*Required work:*
Copy each line in the data below that contains the word "roads".
BEGIN Data listing
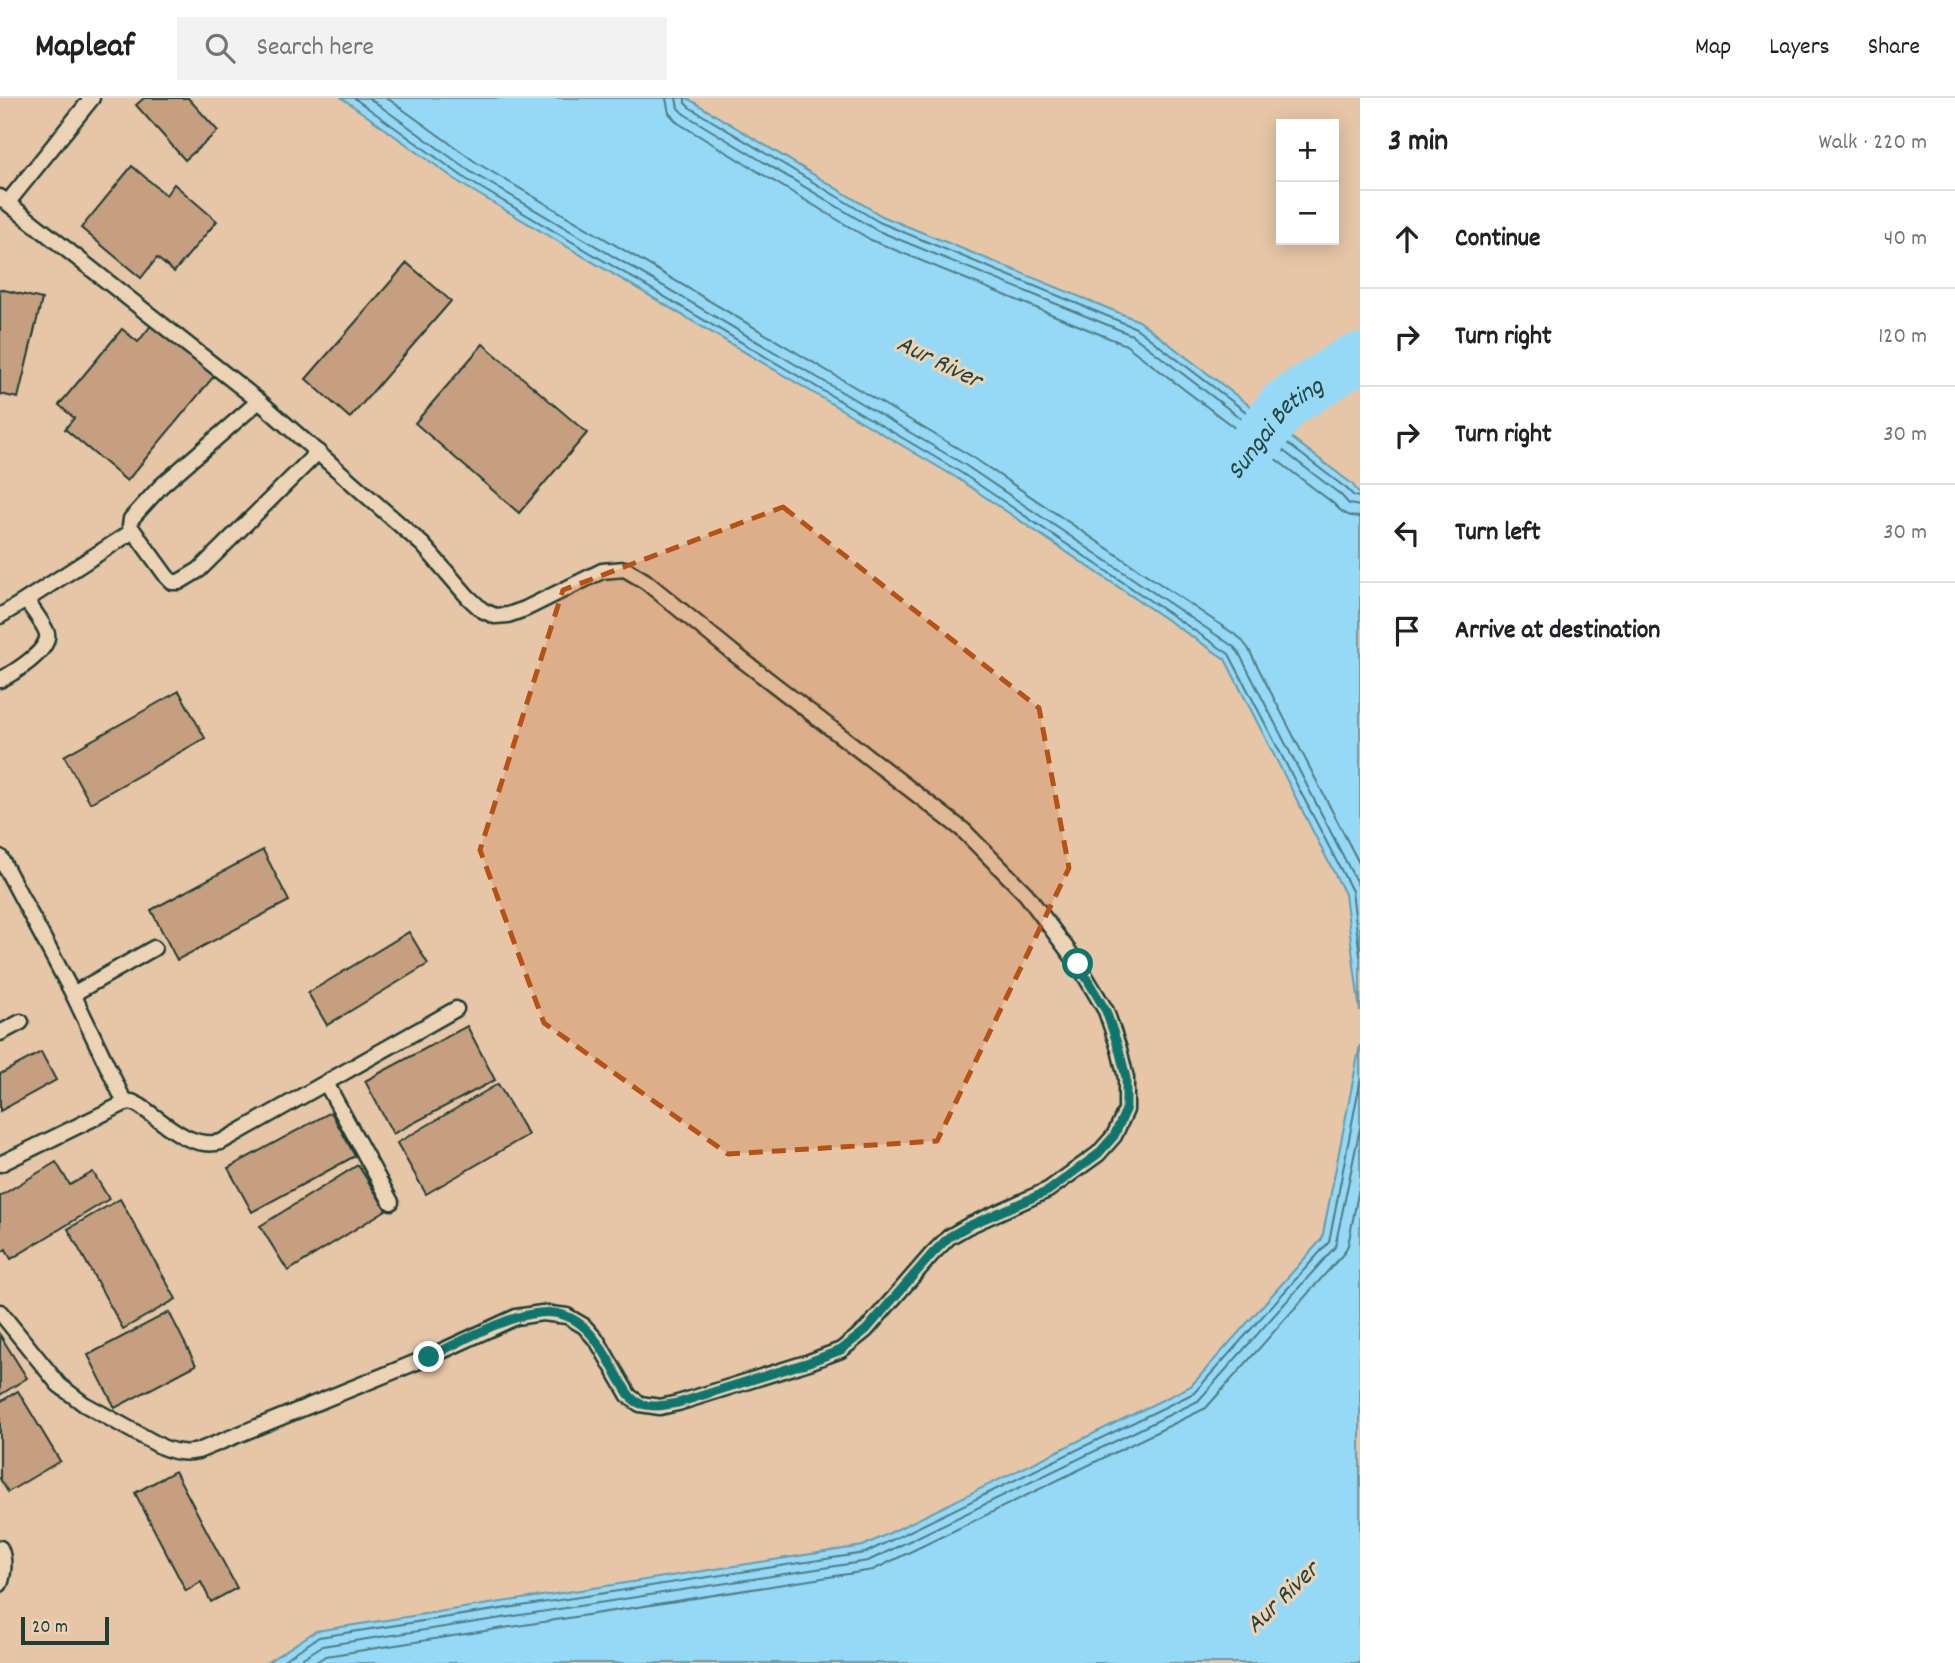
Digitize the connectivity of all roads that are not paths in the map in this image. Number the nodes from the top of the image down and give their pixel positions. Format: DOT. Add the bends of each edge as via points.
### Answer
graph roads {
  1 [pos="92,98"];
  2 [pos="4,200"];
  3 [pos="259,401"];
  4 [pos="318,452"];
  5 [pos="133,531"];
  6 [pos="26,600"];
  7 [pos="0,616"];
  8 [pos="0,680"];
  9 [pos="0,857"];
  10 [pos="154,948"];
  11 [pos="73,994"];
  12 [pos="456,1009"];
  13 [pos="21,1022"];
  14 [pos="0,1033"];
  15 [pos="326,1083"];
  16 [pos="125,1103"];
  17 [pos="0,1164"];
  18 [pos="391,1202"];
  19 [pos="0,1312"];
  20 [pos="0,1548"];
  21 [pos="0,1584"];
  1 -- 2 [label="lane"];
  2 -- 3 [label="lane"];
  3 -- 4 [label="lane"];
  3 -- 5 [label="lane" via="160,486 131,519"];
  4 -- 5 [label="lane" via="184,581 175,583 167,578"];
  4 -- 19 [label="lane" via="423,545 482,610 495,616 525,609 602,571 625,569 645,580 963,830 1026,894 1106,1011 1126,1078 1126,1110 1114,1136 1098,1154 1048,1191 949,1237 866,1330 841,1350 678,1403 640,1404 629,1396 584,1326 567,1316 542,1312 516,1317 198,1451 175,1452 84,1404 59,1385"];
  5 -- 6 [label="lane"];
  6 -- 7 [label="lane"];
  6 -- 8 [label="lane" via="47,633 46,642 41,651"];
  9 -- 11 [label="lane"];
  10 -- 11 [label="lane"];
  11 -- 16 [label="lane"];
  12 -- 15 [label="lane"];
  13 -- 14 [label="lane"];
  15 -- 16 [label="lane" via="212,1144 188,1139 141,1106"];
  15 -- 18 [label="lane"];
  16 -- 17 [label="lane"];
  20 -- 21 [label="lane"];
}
END Data listing
*Output of the exercise:*
Digitize the connectivity of all roads that are not paths in the map in this image. Number the nodes from the top of the image down and give their pixel positions. Format: DOT. Add the bends of each edge as via points.
graph roads {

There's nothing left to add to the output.